Yoga for Cyclists

For a sport the requires a training focus of leg and core strength being able to take a few minutes to find some calm and stretch is how yoga does cyclists good – not to mention, it also helps with that strengthening part too.

Here’s a short yoga flow of  6 postures I suggest for anyone who will be joining me at GranFondo Niagara Falls (or any other long distance cycling adventure). These postures will help you stay injury free, build core and leg strength, help to calm your mind, and will give you a chance to really connect to your breath (so you can concentrate on maintaining your cadence, or focus those lungs for the big sprint finish).

1. Downward Dogphoto(32)

Starting on your hands and knees, exhale and lift your knees off the floor lengthening your tailbone creating a long line from your hands towards your seat. With your next exhale push your thighs back and lengthen through your hamstrings and calves pushing your heels into the floor.

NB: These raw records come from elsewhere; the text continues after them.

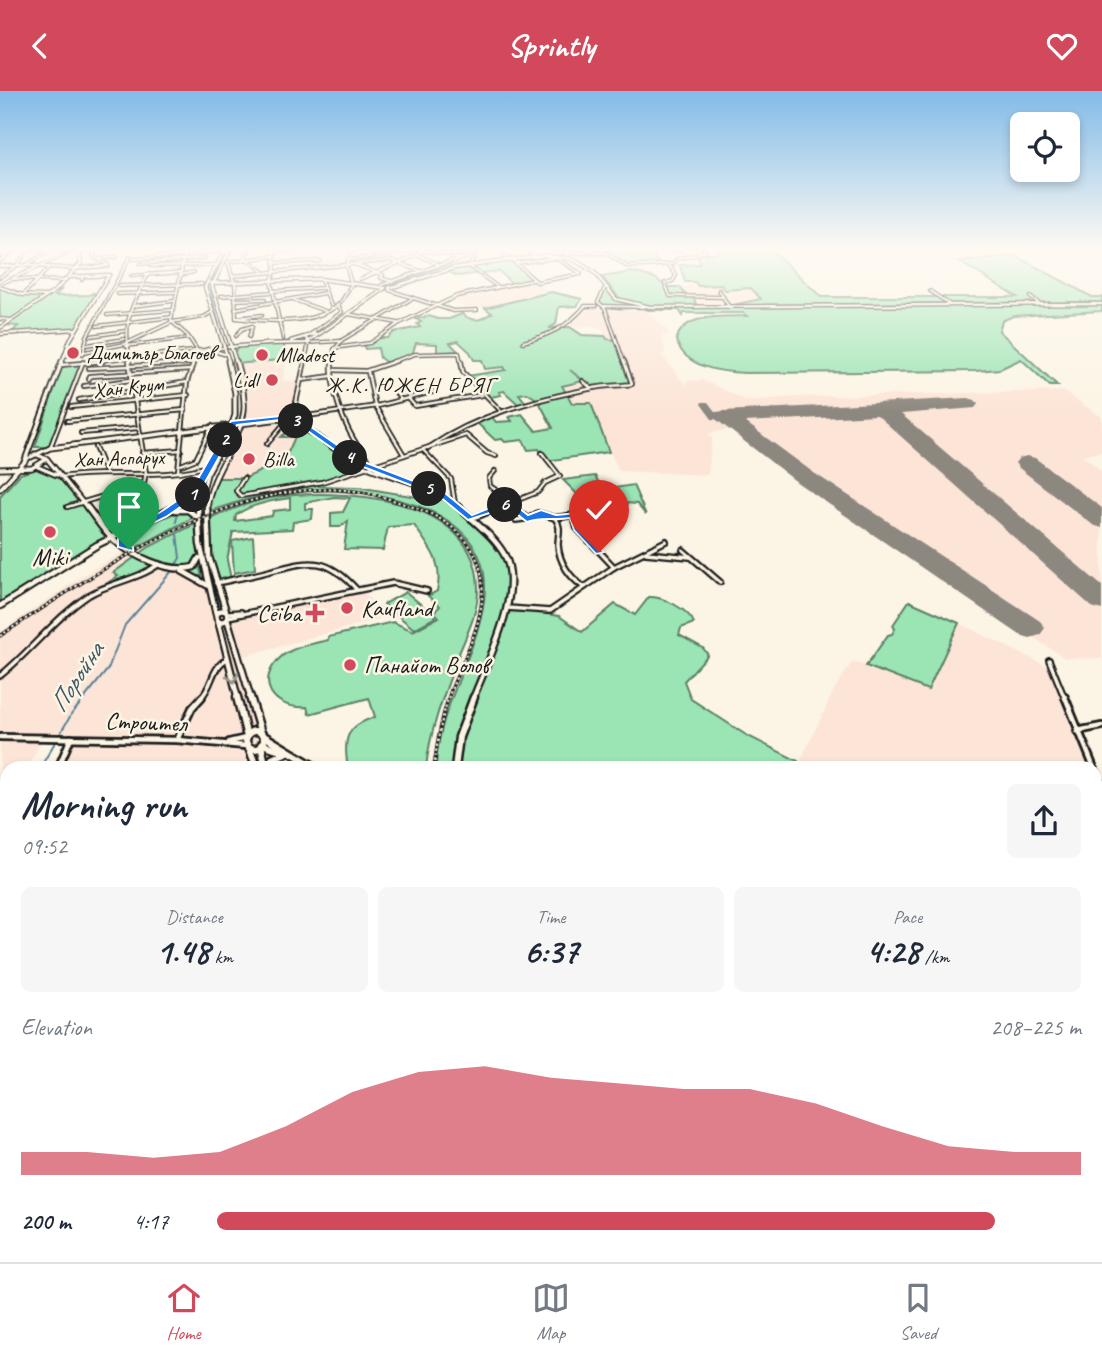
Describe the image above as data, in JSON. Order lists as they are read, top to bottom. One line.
{"streets":{"street":["Хан Крум","Хан Аспарух","Строител"]},"districts":["Ж.К. ЮЖЕН БРЯГ"],"water":["Поройна"],"places":{"other":["Димитър Благоев","Mladost","Lidl","Billa","Miki","Kaufland","Панайот Волов"],"health":["Ceiba"]},"page":{"header":"Sprintly","pins":["3","2","4","5","1","6"],"heading":["Morning run","09:52"],"stats":[["Distance","1.48 km"],["Time","6:37"],["Pace","4:28 /km"]],"chart":["Elevation","208–225 m"],"list":[{"name":"200 m","note":"4:17"}],"tabs":["Home","Map","Saved"]}}
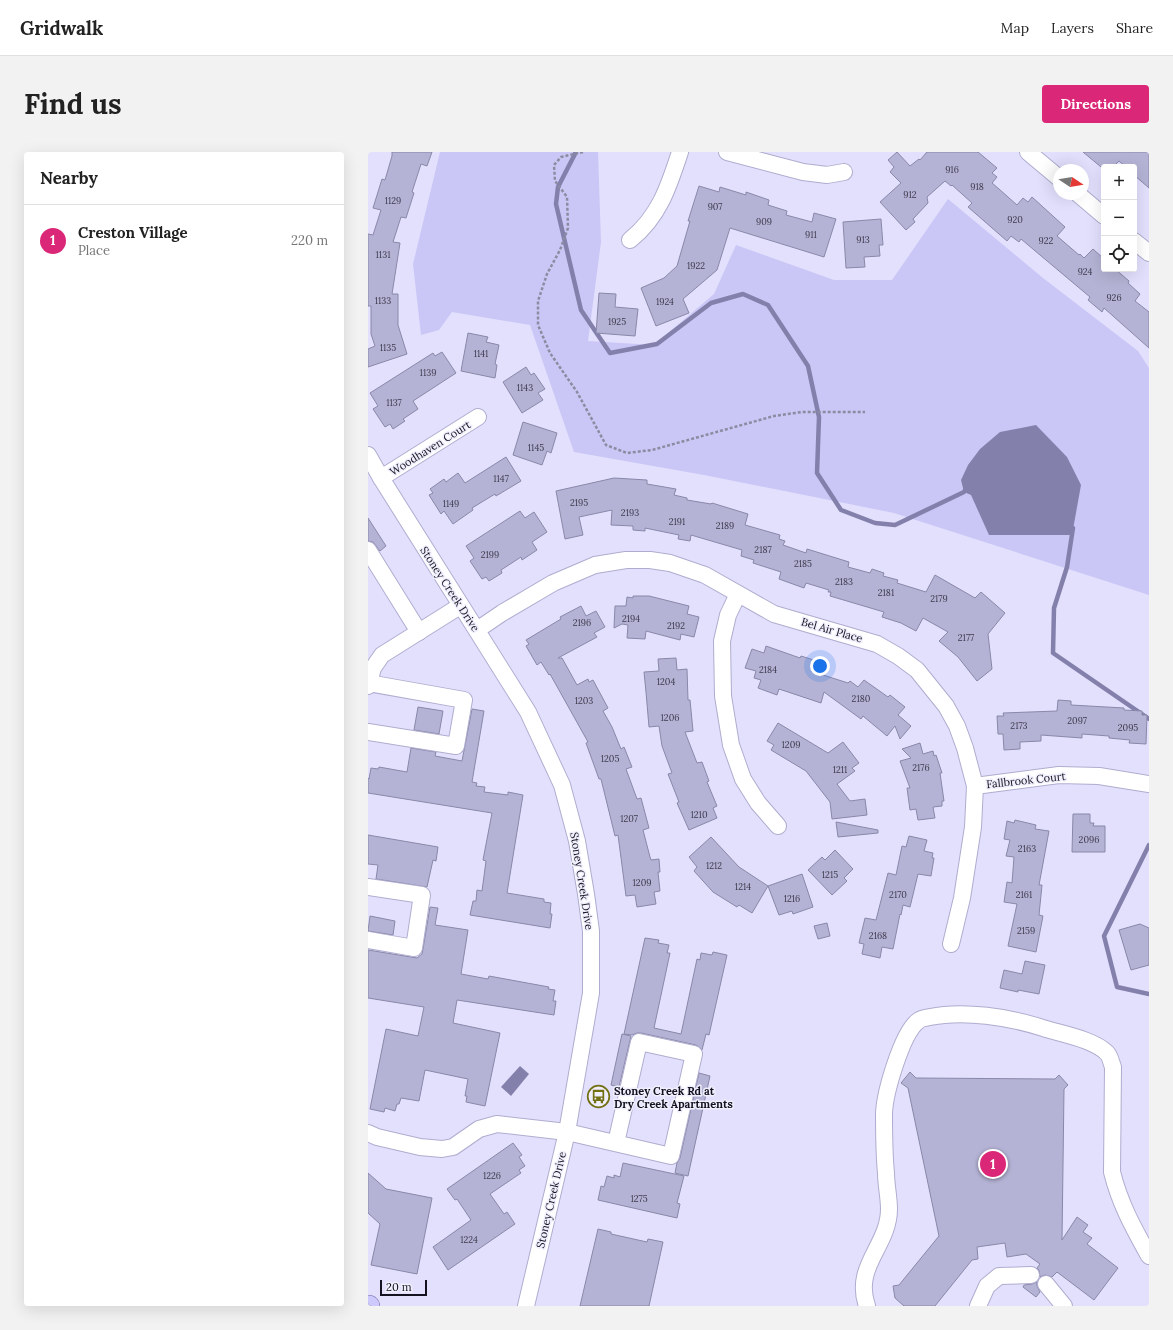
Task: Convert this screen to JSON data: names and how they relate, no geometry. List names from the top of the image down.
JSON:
{
  "streets": {
    "street": [
      "Woodhaven Court",
      "Stoney Creek Drive",
      "Bel Air Place",
      "Fallbrook Court"
    ]
  },
  "crossings": [
    ["Woodhaven Court", "Stoney Creek Drive"],
    ["Stoney Creek Drive", "Bel Air Place"],
    ["Bel Air Place", "Fallbrook Court"]
  ],
  "places": {
    "bus stop": ["Stoney Creek Rd at Dry Creek Apartments"]
  },
  "house_numbers": [
    "916",
    "918",
    "912",
    "1129",
    "907",
    "920",
    "909",
    "911",
    "913",
    "922",
    "1131",
    "1922",
    "924",
    "926",
    "1133",
    "1924",
    "1925",
    "1135",
    "1141",
    "1139",
    "1143",
    "1137",
    "1145",
    "1147",
    "2195",
    "1149",
    "2193",
    "2191",
    "2189",
    "2187",
    "2199",
    "2185",
    "2183",
    "2181",
    "2179",
    "2194",
    "2196",
    "2192",
    "2177",
    "2184",
    "1204",
    "2180",
    "1203",
    "1206",
    "2097",
    "2173",
    "2095",
    "1209",
    "1205",
    "2176",
    "1211",
    "1210",
    "1207",
    "2096",
    "2163",
    "1212",
    "1215",
    "1209",
    "1214",
    "2170",
    "2161",
    "1216",
    "2159",
    "2168",
    "1226",
    "1275",
    "1224"
  ],
  "scale_bar": "20 m",
  "north": "right",
  "page": {
    "header": "Gridwalk",
    "nav": ["Map", "Layers", "Share"],
    "buttons": "Directions",
    "title": "Find us",
    "heading": "Nearby",
    "map_buttons": ["+", "−"],
    "list": [
      {
        "mark": "1",
        "name": "Creston Village",
        "note": "Place",
        "value": "220 m"
      }
    ],
    "pins": "1",
    "scale": "20 m"
  }
}
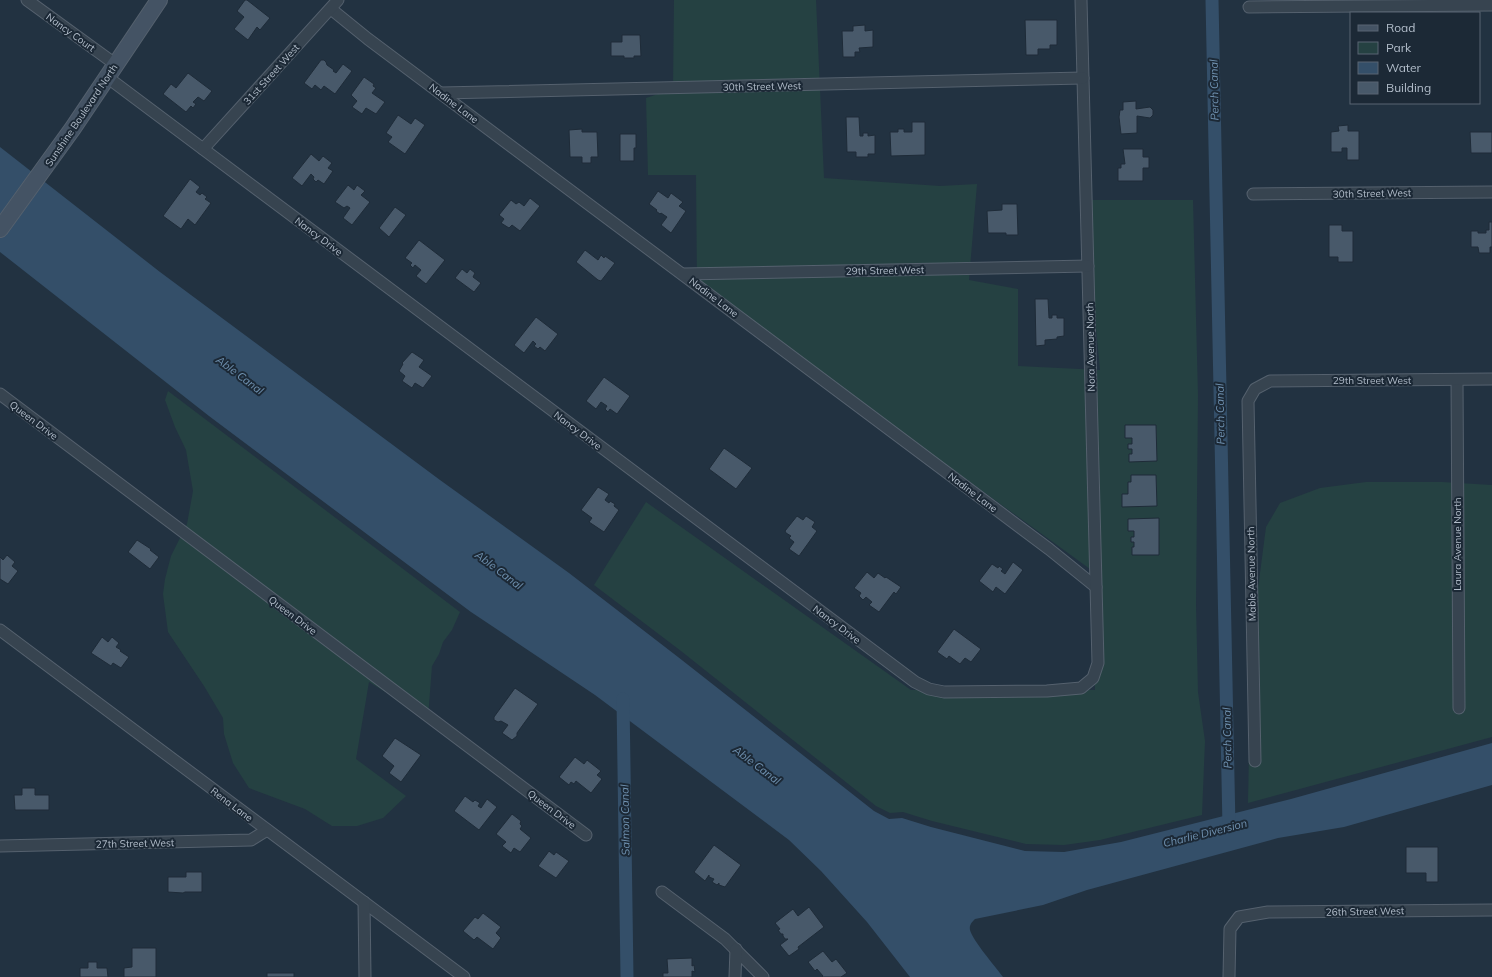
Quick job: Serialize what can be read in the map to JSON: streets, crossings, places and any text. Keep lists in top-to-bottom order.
{
  "streets": {
    "street": [
      "Nancy Court",
      "31st Street West",
      "30th Street West",
      "Nadine Lane",
      "Sunshine Boulevard North",
      "Nancy Drive",
      "29th Street West",
      "Nora Avenue North",
      "Queen Drive",
      "Laura Avenue North",
      "Mable Avenue North",
      "Rena Lane",
      "27th Street West",
      "26th Street West"
    ]
  },
  "crossings": [
    ["Nancy Court", "Sunshine Boulevard North"],
    ["Nancy Court", "Nancy Drive"],
    ["31st Street West", "Nadine Lane"],
    ["31st Street West", "Nancy Drive"],
    ["30th Street West", "Nadine Lane"],
    ["30th Street West", "Nora Avenue North"],
    ["Nadine Lane", "29th Street West"],
    ["Nadine Lane", "Nora Avenue North"],
    ["Sunshine Boulevard North", "Nancy Drive"],
    ["Nancy Drive", "Nora Avenue North"],
    ["29th Street West", "Nora Avenue North"],
    ["29th Street West", "Laura Avenue North"],
    ["29th Street West", "Mable Avenue North"],
    ["Rena Lane", "27th Street West"]
  ],
  "water": [
    "Perch Canal",
    "Able Canal",
    "Salmon Canal",
    "Charlie Diversion"
  ],
  "legend": [
    "Road",
    "Park",
    "Water",
    "Building"
  ]
}
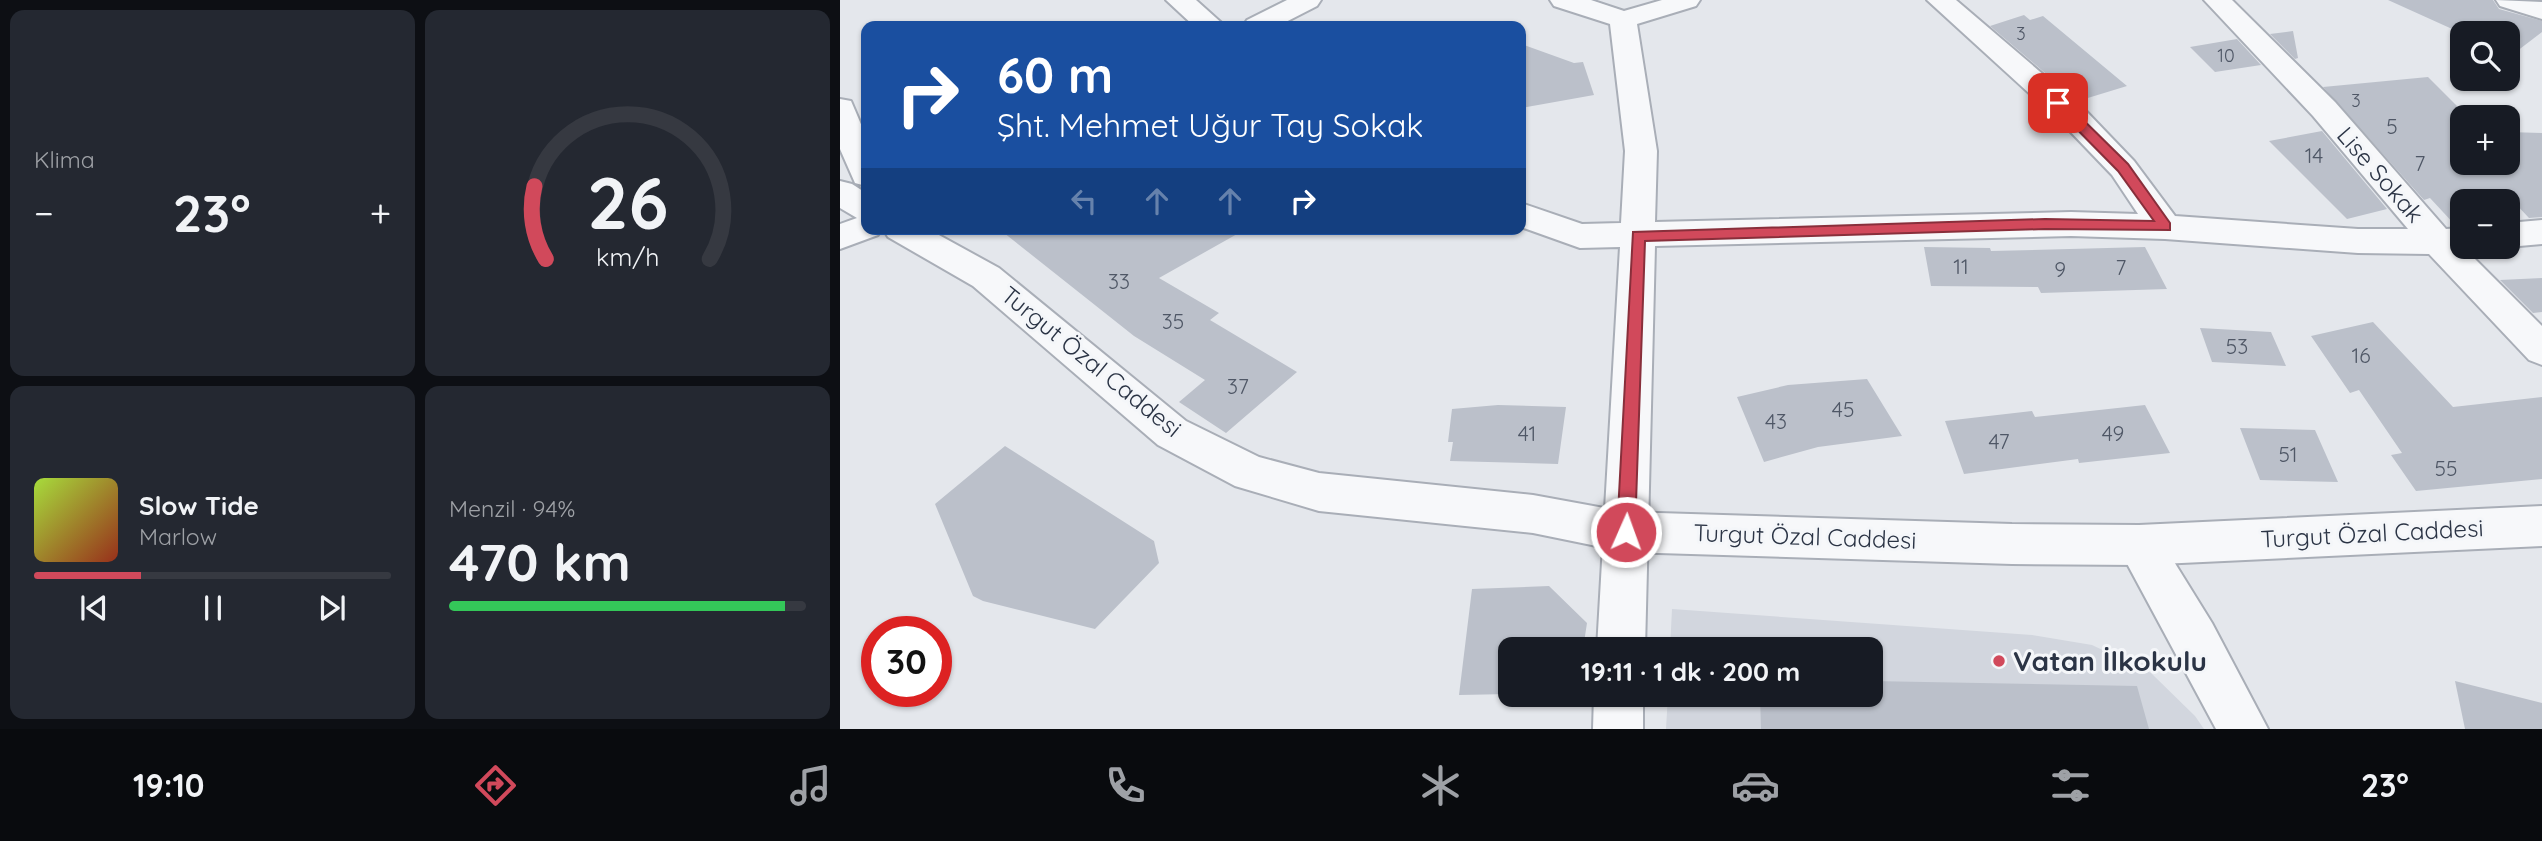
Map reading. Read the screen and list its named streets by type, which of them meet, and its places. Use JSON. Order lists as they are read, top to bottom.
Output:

Benefits: Stretches shoulders, hamstrings, calves, arches, and hands. Strengthens shoulders and quads. Also helps to energize the body and calm the mind.

2. Low Lunge

photo(33)Exhale and step your right foot forward between your hands. Make sure your knee is above your ankle. Lower the left knee  to the floor. If you have space in your hip flexors try resting your hands on your knee or lifting them up in the air adding a gentle back bend. Repeat with the left foot in front for the same duration of time.

Benefits:

Stretches chest, and quads and hip flexor of back leg. Strengthens front leg quadricep.

3. Plank

photo(30)On all fours stretch legs out behind the body keeping shoulders above wrists. Press hands firmly into the floor and slide shoulder blades down the spine. Hold for 30 seconds to 1 minute. For a modification remain on forearms or keep knees on the ground.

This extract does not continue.